Frankenstein

Une réécriture à la hauteur de ce qu’elle nous Prométhée

Victor F. (c) Pierre Grosbois

Nous sommes depuis longtemps habitués à voir l’œuvre de Mary Shelley adaptée au cinéma. Ces visages et ces corps suturés sont pleinement entrés dans l’imaginaire collectif.

Si le personnage de ce monstre a toujours été représenté par un corps couvert de cicatrices, c’est avant tout parce que la jeune londonienne, qui créa à l’âge de vingt ans ce personnage lors de vacances à Genève, imagina que son créateur le fasse naître par l’assemblage de nombreux morceaux de chair arrachés à des cadavres et rassemblés en un seul corps.

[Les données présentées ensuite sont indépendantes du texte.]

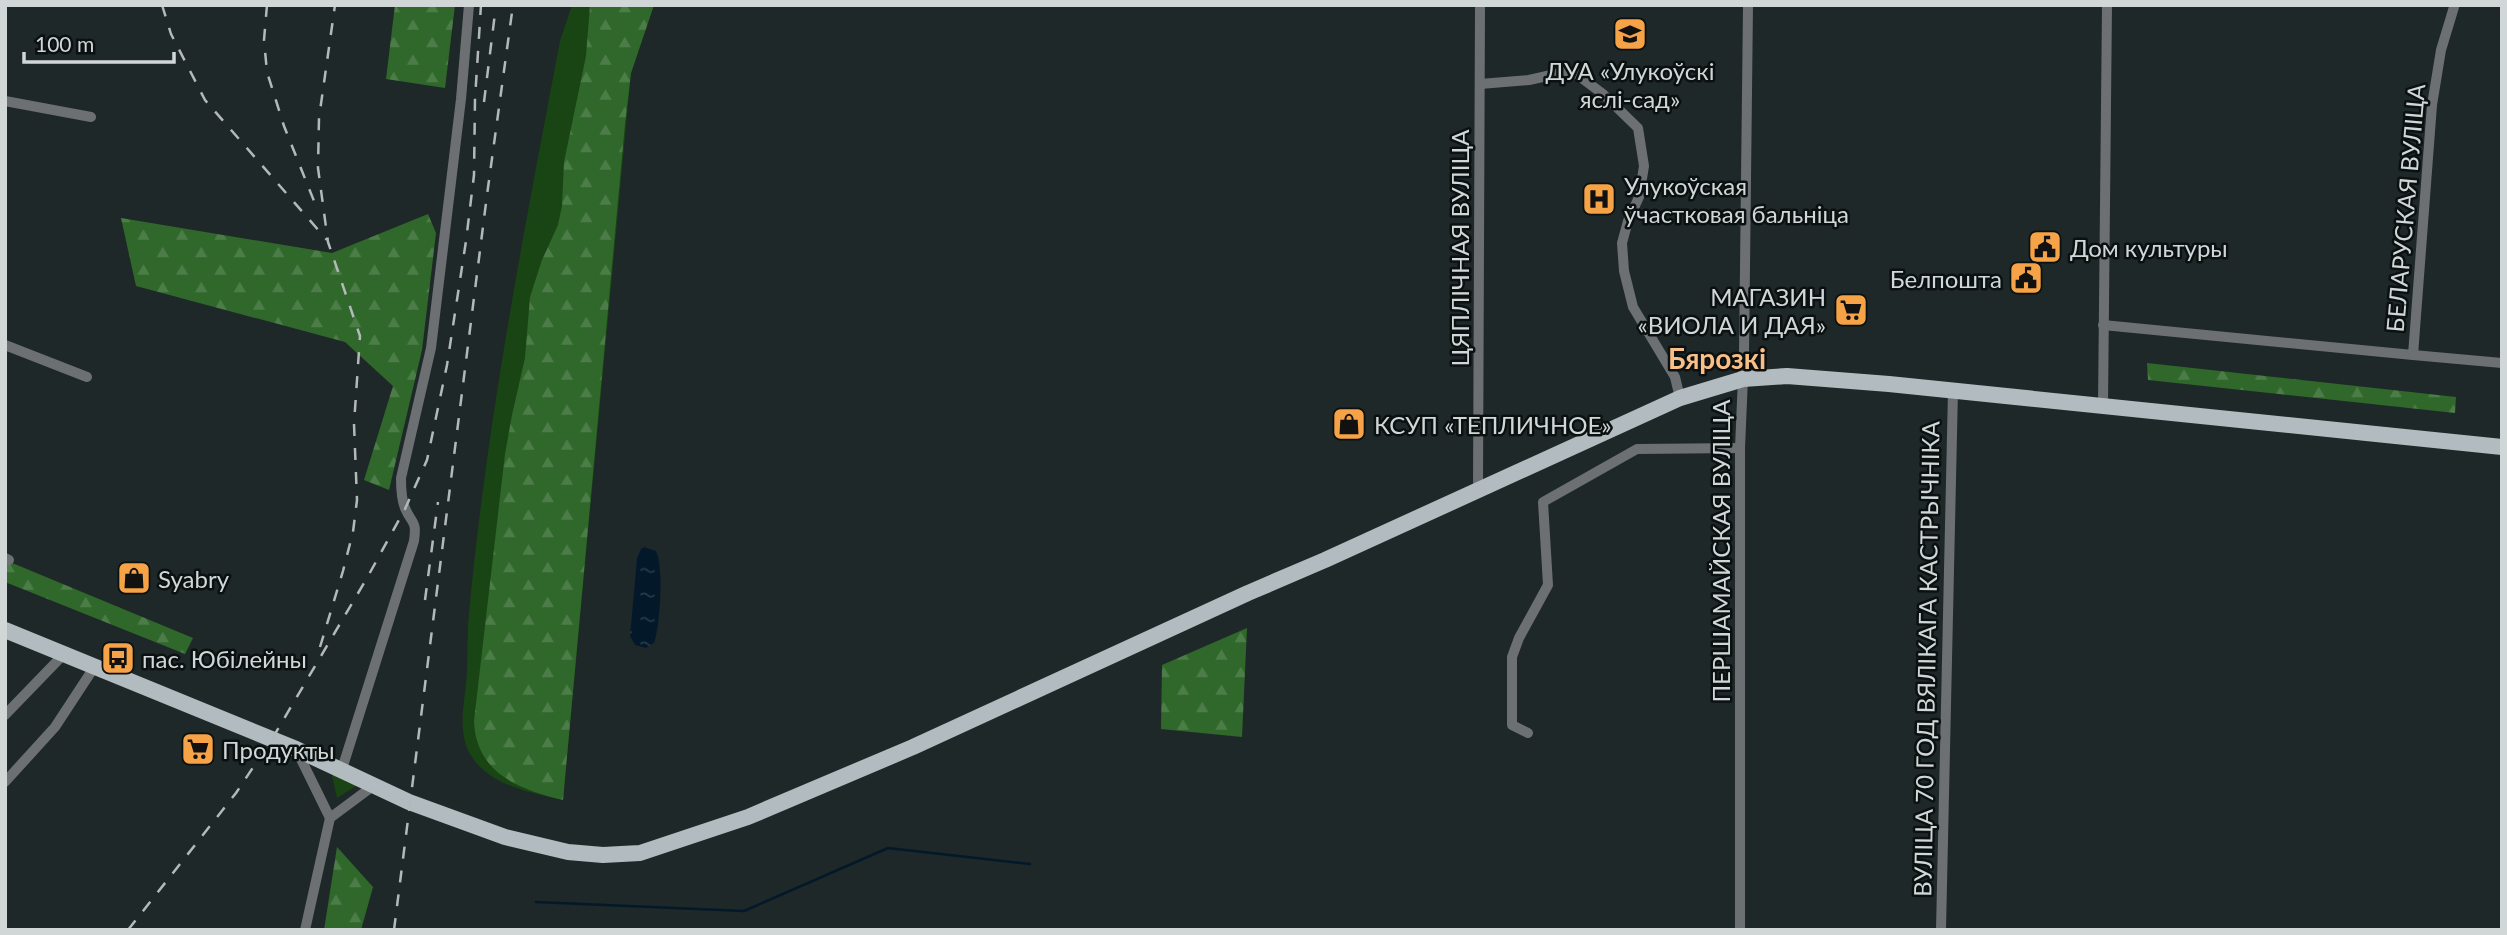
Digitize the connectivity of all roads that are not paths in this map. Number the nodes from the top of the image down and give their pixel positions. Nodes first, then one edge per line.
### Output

Cette vision très sombre est demeurée comme un élément identitaire sans cesse repris dans les adaptations ultérieures. Cependant, pour nous rendre le mythe de ce Prométhée moderne plus proche, Laurent Gutmann s’affranchit de cette contrainte du patchwork de peau. Ici, la créature vient au monde par un procédé qui reste secret permettant au spectateur toutes les interprétations.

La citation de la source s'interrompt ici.